Romance do acadêmico
Jorge Amado
Cyro de Mattos
Roman à
clef, ou roman a cle, expressão francesa cuja tradução aproximada é
"romance com chave", designa a forma narrativa na qual o autor trata
de pessoas reais por meio de nomes fictícios. Roman à clef na
literatura brasileira é Montanha (1956), do mineiro Ciro dos Anjos,
O espelho partido, de Marques Rebelo, projetado para sete volumes,
iniciado em 1959 com O trapicheiro, e A conquista (1899), de Coelho
Neto, que retrata a vida boêmia e intelectual do Rio de Janeiro no final do
século dezenove.
No romance de
Coelho Neto informa-se sobre a paisagem urbana em mudança do Rio de Janeiro, os
costumes importados de Paris, os padrões de comportamento ditados pelo espírito
da belle époque, a visão que se tem da literatura como o sorriso da
sociedade. Nesse Rio de Janeiro de estilo literário eclético, na qual se cruzam
e entrecruzam a estética do parnasianismo, simbolismo e impressionismo,
circulam personagens reais com os nomes fictícios.
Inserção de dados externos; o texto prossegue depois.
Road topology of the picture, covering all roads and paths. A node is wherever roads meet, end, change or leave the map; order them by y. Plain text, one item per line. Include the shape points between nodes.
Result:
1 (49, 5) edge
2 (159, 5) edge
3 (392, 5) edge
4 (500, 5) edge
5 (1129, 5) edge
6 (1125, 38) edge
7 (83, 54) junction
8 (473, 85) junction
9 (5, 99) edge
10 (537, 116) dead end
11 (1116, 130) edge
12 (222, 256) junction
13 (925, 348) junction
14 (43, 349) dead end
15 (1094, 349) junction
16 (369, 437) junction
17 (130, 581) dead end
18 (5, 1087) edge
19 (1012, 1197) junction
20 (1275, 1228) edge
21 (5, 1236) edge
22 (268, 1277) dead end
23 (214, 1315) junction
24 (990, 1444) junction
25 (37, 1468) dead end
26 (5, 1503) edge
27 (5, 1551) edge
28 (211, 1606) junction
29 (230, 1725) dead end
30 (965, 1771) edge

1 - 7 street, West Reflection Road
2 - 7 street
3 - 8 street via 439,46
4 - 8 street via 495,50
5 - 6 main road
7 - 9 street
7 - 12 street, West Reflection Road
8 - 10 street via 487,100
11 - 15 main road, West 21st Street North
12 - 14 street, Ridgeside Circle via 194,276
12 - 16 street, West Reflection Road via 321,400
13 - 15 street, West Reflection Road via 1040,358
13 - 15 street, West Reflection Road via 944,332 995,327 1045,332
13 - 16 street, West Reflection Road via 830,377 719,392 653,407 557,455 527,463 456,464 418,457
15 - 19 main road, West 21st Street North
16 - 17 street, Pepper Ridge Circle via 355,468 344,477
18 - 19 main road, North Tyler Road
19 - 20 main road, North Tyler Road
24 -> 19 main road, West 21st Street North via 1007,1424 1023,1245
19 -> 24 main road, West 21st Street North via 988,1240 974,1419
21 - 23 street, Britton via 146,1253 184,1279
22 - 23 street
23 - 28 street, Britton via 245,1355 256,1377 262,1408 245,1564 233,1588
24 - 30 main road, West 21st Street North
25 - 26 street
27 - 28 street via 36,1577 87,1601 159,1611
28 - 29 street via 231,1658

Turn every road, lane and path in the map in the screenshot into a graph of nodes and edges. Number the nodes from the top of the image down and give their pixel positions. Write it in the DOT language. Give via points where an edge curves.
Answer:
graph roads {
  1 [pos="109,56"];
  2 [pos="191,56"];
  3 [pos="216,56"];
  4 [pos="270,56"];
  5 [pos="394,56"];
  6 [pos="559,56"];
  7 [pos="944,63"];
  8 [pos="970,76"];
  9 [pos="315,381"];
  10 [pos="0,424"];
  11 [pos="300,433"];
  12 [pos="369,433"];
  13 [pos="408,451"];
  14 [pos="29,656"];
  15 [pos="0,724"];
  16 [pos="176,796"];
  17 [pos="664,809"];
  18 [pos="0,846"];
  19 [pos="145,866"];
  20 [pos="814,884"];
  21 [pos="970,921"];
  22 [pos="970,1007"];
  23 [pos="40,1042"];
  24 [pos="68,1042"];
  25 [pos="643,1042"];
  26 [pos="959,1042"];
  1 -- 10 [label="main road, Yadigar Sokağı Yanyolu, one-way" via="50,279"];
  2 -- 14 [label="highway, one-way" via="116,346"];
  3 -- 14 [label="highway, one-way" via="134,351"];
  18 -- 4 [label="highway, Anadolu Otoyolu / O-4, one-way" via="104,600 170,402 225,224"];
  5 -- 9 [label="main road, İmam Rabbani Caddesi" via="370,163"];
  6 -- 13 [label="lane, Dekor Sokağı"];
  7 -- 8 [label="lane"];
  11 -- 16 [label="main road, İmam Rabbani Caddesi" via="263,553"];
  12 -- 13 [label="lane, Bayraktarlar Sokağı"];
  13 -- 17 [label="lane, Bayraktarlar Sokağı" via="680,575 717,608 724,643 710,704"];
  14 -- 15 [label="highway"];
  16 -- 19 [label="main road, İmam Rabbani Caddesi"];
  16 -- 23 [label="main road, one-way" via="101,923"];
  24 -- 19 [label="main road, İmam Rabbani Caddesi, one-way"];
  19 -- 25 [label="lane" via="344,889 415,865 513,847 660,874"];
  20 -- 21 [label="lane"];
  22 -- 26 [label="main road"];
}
Alguns pseudônimos são
evidentes no romance, como Octávio Bivar representando Olavo Bilac, e outros
não menos fácil na identificação, como é o caso de Anselmo Ribas, que é
identificado como se fosse o próprio Coelho Neto.
Na literatura
estrangeira, um roman à clef clássico é a fábula de A
revolução dos bichos, de George Orwell, na qual não é difícil identificar
no bestiário como personagens fictícias pessoas da revolução soviética, que
derrubou os padrões de um sistema aristocrático e se tornou responsável pela
implantação do regime comunista na sociedade russa. Esse tipo de romance
encontramos em Portugal com A correspondência de Fradique Mendes (1900),
de Eça de Queiroz, enquanto na Alemanha A montanha mágica (1924), de
Thomas Mann, é outro exemplo de romance à clef.
Em Farda,
fardão, camisola de dormir, Jorge Amado recorre ao romance à clef para
abordar as disputas entre candidatos à vaga deixadas por falecimento de ilustre
membro da Academia brasileira de Letras e além
disso recriar o Estado Novo com seus padrões ditatoriais.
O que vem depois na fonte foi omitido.